As your faithful scribe, I welcome you all to another edition of Overnight News Digest.
I am most pleased to share this platform with jlms qkw, maggiejean, wader, rfall, JLM9999 and side pocket. Additionally, I wish to recognize our alumni editors palantir, Bentliberal, Oke, Interceptor7, and ScottyUrb along with annetteboardman as our guest editor.
Neon Vincent is our editor-in-chief.
Special thanks go to Magnifico for starting this venerable series.
Lead Off Story
Obama Highlights Common Ground With Pope Francis
When a White House speechwriter turned in a draft of a major speech on economic policy this month, President Obama sent it back with an unusual instruction: Add a reference to the pope.
The final version of the speech quoted directly from Pope Francis' recent letter to the faithful: "How can it be that it is not a news item when an elderly homeless person dies of exposure, but it is news when the stock market loses 2 points?" he said.
The citation marked a notable development in Obama's complex and sometimes confrontational relationship with the Roman Catholic Church: After several years of high-profile clashes with U.S. bishops, Obama is seizing the chance to highlight common ground with the bishop of Rome.
Quoting the pope isn't likely to yield direct electoral dividends for Obama's party — the once-vaunted "Catholic vote" largely disappeared long ago. But in a string of effusive praise, the president has made clear he sees the pope as a like-minded thinker and potentially useful ally in a crucial battle of ideas, particularly on the importance of shrinking the gulf between rich and poor, a subject Obama has pushed repeatedly but with limited success.
latimes
World News
World From Berlin: Clemency 'A Master Stroke Of Secret Diplomacy'
By releasing Mikhail Khodorkovsky from prison, Russian President Vladimir Putin has eliminated a political burden that has dogged relations between Moscow and the West for years. German editorialists say it is a highly symbolic move ahead of the Olympics.

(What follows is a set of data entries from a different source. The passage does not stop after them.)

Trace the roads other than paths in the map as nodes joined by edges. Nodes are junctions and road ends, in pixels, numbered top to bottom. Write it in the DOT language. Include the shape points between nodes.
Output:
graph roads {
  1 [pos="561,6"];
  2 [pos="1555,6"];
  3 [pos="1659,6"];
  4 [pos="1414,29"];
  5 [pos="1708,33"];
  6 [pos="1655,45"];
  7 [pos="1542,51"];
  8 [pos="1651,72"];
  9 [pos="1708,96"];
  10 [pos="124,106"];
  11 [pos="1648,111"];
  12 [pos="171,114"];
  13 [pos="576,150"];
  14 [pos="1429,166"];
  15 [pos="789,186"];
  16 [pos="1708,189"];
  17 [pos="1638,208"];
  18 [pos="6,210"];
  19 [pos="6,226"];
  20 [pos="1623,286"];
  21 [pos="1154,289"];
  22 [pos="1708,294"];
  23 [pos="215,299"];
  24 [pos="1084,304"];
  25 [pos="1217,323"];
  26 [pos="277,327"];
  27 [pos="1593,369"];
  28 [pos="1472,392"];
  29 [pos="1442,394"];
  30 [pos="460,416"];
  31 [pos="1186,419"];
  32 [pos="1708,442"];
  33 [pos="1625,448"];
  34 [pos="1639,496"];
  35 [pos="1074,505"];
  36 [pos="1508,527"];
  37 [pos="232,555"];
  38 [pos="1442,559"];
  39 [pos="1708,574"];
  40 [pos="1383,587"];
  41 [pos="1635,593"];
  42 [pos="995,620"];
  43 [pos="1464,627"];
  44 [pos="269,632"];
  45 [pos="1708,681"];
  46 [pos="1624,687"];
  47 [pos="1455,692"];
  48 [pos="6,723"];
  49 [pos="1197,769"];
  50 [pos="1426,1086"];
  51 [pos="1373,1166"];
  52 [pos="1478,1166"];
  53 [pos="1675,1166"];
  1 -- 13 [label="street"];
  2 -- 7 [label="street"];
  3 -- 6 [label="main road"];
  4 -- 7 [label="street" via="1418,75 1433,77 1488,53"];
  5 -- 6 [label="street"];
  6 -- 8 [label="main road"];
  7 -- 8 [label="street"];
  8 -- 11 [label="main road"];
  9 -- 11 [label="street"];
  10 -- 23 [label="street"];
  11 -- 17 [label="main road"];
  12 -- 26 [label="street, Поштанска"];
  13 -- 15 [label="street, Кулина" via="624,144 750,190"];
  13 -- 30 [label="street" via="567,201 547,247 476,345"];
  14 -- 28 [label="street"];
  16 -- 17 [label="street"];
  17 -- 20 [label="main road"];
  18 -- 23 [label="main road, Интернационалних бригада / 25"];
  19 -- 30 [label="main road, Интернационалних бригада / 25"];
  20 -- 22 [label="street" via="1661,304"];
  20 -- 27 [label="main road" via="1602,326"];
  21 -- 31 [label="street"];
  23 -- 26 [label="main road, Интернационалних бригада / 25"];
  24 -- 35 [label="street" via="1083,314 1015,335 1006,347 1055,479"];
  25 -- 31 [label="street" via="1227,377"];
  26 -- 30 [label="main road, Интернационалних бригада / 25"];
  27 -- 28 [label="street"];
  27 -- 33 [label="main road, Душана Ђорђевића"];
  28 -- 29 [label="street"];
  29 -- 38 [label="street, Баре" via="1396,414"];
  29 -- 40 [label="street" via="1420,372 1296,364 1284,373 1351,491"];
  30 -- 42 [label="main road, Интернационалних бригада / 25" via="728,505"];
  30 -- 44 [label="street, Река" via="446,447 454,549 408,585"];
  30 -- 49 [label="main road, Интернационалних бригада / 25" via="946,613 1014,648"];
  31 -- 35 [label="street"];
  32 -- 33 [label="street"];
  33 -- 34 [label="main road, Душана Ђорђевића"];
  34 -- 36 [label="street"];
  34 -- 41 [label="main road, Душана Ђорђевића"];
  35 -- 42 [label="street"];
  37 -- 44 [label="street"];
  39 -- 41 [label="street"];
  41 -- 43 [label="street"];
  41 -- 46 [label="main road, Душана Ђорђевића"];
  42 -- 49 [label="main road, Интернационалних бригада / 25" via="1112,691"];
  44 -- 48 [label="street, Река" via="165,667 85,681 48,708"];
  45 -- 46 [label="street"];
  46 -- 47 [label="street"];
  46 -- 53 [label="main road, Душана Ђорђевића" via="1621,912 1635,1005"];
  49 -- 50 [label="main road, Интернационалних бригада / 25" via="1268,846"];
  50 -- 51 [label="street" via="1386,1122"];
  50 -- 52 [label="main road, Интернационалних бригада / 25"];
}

With his arrival in the German capital on Friday, former oil magnate Mikhail Khodorkovsky, who was granted clemency by Russian President Vladimir Putin and released from prison in a dramatic turn of events, has become one of the biggest political stories of the year in Berlin.
Dozens of reporters from around the world turned out on Sunday for the first press conference to be given by the newly free man. Khodorkovsky spent a decade in prison after being convicted in two politically driven trials that created tremendous international pressure for Putin, who has been accused by governments from Washington to Berlin of violating human rights.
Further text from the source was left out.